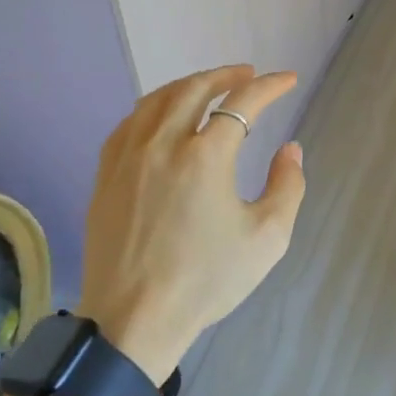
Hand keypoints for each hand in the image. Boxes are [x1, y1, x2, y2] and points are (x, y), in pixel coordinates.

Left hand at [78, 65, 305, 379]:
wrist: (133, 321)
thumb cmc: (205, 281)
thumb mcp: (267, 238)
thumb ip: (287, 186)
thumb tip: (289, 149)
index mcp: (205, 156)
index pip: (243, 103)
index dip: (270, 87)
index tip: (287, 80)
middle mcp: (163, 144)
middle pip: (195, 89)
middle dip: (226, 75)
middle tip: (248, 74)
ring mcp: (128, 157)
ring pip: (157, 100)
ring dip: (188, 85)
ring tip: (208, 87)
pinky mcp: (106, 175)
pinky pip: (129, 123)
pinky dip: (153, 108)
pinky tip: (162, 116)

■ ■ ■ ■ ■

**Task goal**
Only the lines from the one holding "wrist: (133, 321)" to the end of the entries above belong in the answer, each copied exactly.

**Exercise answer**
wrist: (133, 321)
thumb cmc: (205, 281)
thumb mcp: (267, 238)
thumb ip: (287, 186)
thumb tip: (289, 149)
index mcp: (205, 156)
index pip: (243, 103)
index dip: (270, 87)
index tip: (287, 80)
middle mcp: (163, 144)
middle pip: (195, 89)
middle dip: (226, 75)
middle tip: (248, 74)
ring mcp: (128, 157)
ring pip: (157, 100)
ring dip: (188, 85)
ring tip: (208, 87)
pinky mcp: (106, 175)
pinky pip: (129, 123)
pinky dip: (153, 108)
pinky tip: (162, 116)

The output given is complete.